# TASK PROMPT
Should a line below contain the word "SALISBURY", report it.

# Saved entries
_ _ _
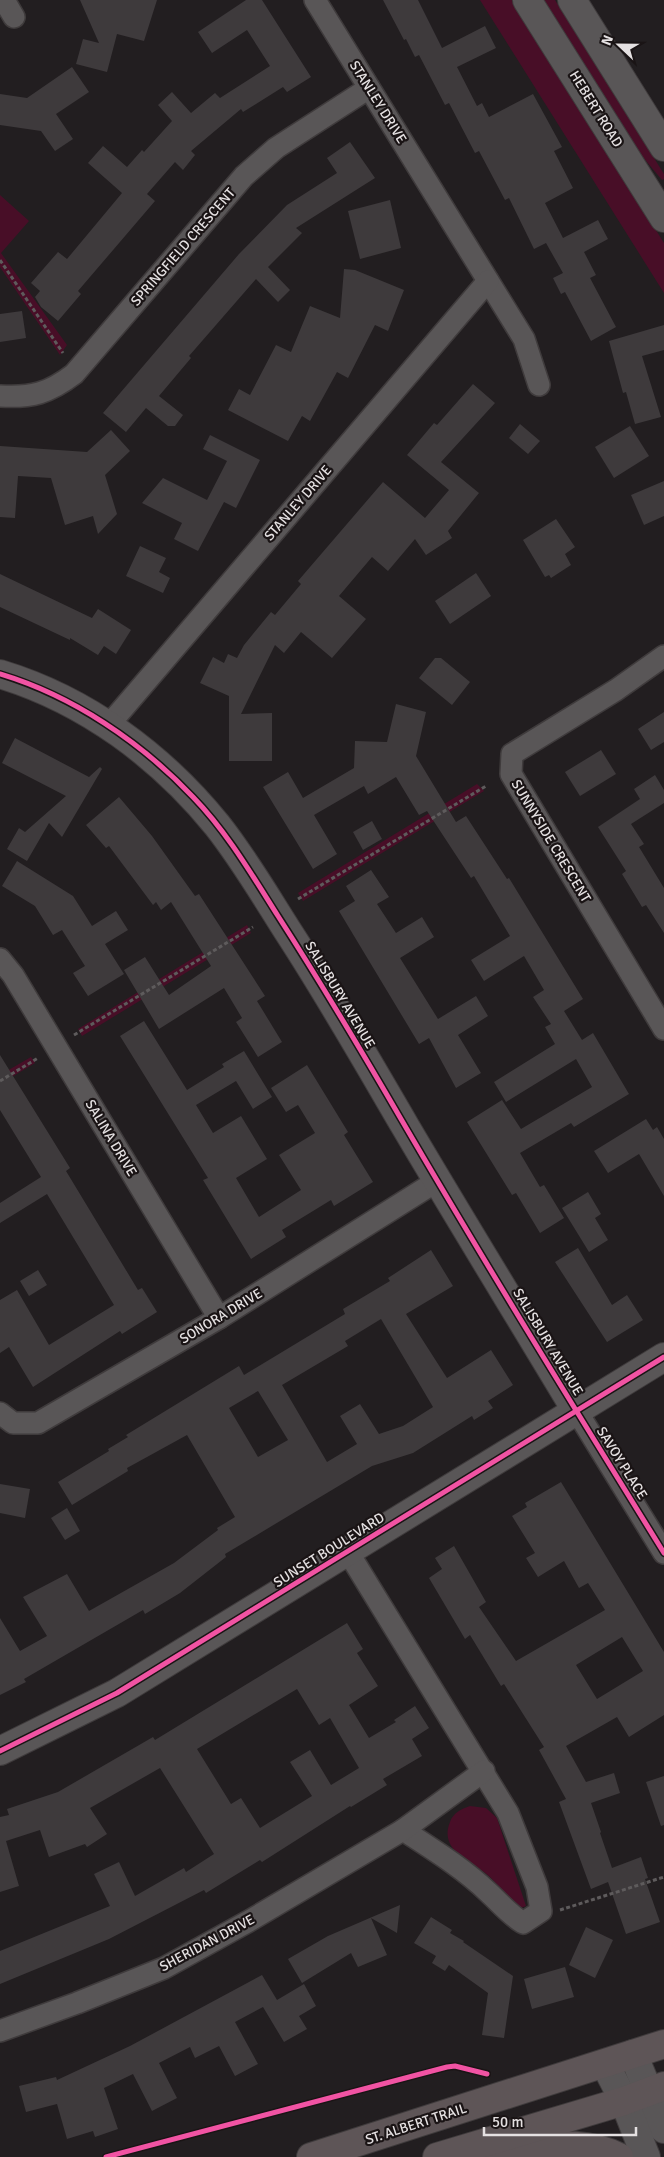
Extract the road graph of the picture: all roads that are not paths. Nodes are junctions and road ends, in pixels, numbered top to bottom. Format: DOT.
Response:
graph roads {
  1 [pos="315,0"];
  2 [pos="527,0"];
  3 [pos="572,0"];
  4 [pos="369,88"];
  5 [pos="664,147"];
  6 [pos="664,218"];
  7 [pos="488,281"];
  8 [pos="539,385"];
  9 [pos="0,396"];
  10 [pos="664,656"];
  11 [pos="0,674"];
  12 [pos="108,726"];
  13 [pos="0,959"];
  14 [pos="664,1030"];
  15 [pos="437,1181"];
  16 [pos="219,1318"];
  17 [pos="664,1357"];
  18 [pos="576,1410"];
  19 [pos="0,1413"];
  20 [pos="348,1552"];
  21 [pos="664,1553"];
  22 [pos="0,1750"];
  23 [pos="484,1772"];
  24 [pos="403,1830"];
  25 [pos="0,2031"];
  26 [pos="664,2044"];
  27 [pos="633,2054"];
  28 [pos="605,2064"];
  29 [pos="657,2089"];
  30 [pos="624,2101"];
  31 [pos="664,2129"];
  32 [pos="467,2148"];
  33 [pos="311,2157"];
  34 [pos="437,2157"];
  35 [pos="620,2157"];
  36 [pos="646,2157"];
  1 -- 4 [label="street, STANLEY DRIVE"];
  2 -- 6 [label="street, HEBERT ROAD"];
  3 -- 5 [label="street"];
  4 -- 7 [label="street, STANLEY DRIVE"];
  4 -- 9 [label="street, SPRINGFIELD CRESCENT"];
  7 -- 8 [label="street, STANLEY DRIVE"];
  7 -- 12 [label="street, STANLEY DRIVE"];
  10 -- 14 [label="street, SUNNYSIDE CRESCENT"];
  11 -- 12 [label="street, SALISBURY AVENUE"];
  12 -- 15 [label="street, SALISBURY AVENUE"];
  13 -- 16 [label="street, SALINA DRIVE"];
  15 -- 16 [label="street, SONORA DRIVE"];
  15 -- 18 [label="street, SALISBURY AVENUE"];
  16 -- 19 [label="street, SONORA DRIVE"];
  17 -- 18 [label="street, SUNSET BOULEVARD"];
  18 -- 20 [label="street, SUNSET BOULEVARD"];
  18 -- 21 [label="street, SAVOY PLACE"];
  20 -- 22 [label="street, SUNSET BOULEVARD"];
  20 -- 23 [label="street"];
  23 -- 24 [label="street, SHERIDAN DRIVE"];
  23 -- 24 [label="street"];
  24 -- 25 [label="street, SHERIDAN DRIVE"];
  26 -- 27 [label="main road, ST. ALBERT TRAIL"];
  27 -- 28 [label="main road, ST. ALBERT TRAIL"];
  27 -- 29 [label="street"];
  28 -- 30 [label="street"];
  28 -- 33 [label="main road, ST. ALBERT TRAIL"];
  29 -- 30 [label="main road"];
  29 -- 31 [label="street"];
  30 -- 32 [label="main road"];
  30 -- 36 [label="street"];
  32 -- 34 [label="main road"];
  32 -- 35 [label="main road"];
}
_ _ _
# EXERCISE ANSWER
  11 -- 12 [label="street, SALISBURY AVENUE"];
  12 -- 15 [label="street, SALISBURY AVENUE"];
  15 -- 18 [label="street, SALISBURY AVENUE"];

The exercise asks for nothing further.